The Association of Asia Pacific Airlines (AAPA) reports that passenger traffic on its member airlines was stable during September, possibly pointing towards a steady recovery for the region’s airlines.
Compared to the same time last year, passenger numbers in September decreased by a mere 0.2 per cent to 10.75 million. A 6.1 per cent cut in capacity saw load factors increase by 4.1 percentage points to 76.4 per cent. Freight on the other hand was not so fortunate, with freight tonne kilometres down by 6.5 per cent, while freight capacity was down by 11.2 per cent. This led to an increase in freight load factor of 3.4 percentage points to 68.7 per cent.

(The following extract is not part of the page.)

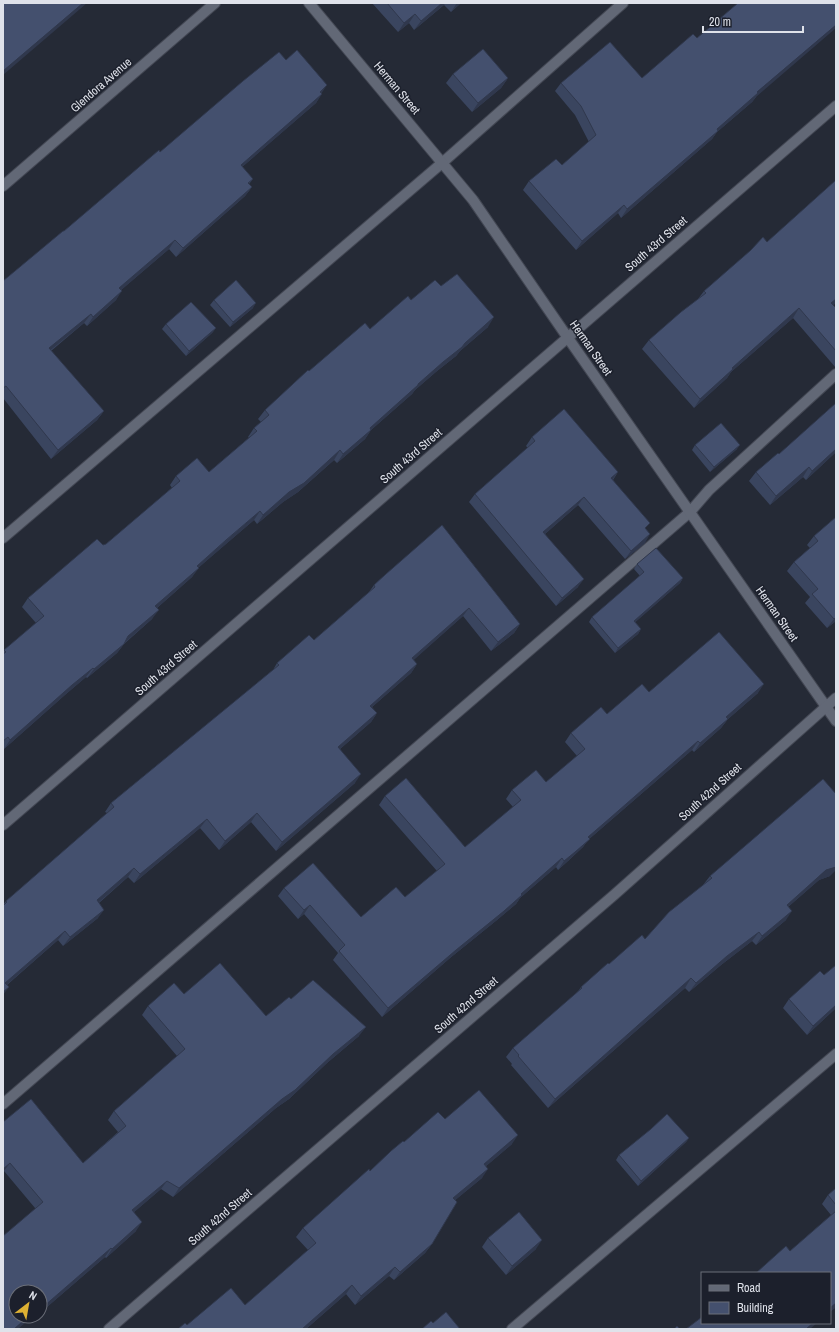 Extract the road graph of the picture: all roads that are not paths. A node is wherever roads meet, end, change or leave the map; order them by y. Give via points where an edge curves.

AAPA director general Andrew Herdman welcomed the stabilisation in passenger traffic, saying, “The September figures offer some encouragement amidst signs of a continuing pickup in consumer confidence and economic activity, led by the Asia Pacific region.”
Nevertheless, he noted that passenger numbers for the year ending September 30 were still down 8.8 per cent, and yields were considerably depressed.
“Despite capacity cutbacks, and other cost reduction efforts, airlines are still struggling to restore profitability,” he said. “Meanwhile, rising oil prices are driving up costs, and will act as a brake on the wider economy. Overall, as things stand now, the recovery still looks quite fragile.”